INFORMATION SUPPLIED below:

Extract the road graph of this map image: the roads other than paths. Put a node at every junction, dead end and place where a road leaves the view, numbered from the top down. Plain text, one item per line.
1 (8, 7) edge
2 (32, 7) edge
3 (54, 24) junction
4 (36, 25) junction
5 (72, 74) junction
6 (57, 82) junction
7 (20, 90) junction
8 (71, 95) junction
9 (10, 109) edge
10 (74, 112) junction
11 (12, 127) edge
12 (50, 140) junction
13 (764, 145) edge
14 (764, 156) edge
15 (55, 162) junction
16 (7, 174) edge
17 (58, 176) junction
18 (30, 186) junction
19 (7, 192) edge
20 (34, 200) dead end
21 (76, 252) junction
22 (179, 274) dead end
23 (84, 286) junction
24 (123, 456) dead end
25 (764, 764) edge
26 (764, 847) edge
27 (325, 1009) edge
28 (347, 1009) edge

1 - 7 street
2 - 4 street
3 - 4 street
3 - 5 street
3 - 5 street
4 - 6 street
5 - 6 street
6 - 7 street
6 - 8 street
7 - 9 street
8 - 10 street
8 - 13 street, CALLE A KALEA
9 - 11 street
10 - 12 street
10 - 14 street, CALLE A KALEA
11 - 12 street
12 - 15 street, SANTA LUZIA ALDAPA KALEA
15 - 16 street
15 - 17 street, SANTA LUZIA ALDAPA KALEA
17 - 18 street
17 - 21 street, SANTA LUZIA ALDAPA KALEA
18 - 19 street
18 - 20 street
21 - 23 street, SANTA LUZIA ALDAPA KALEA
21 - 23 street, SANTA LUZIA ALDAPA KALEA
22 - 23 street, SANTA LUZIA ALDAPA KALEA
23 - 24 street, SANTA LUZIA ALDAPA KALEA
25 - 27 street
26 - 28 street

End of INFORMATION SUPPLIED.

WORK INSTRUCTION => All of the records above should be copied exactly.

EXERCISE RESPONSE =>
Extract the road graph of this map image: the roads other than paths. Put a node at every junction, dead end and place where a road leaves the view, numbered from the top down. Plain text, one item per line.
1 (8, 7) edge
2 (32, 7) edge
3 (54, 24) junction
4 (36, 25) junction
5 (72, 74) junction
6 (57, 82) junction
7 (20, 90) junction
8 (71, 95) junction
9 (10, 109) edge
10 (74, 112) junction
11 (12, 127) edge
12 (50, 140) junction
13 (764, 145) edge
14 (764, 156) edge
15 (55, 162) junction
16 (7, 174) edge
17 (58, 176) junction
18 (30, 186) junction
19 (7, 192) edge
20 (34, 200) dead end
21 (76, 252) junction
22 (179, 274) dead end
23 (84, 286) junction
24 (123, 456) dead end
25 (764, 764) edge
26 (764, 847) edge
27 (325, 1009) edge
28 (347, 1009) edge

1 - 7 street
2 - 4 street
3 - 4 street
3 - 5 street
3 - 5 street
4 - 6 street
5 - 6 street
6 - 7 street
6 - 8 street
7 - 9 street
8 - 10 street
8 - 13 street, CALLE A KALEA
9 - 11 street
10 - 12 street
10 - 14 street, CALLE A KALEA
11 - 12 street
12 - 15 street, SANTA LUZIA ALDAPA KALEA
15 - 16 street
15 - 17 street, SANTA LUZIA ALDAPA KALEA
17 - 18 street
17 - 21 street, SANTA LUZIA ALDAPA KALEA
18 - 19 street
18 - 20 street
21 - 23 street, SANTA LUZIA ALDAPA KALEA
21 - 23 street, SANTA LUZIA ALDAPA KALEA
22 - 23 street, SANTA LUZIA ALDAPA KALEA
23 - 24 street, SANTA LUZIA ALDAPA KALEA
25 - 27 street
26 - 28 street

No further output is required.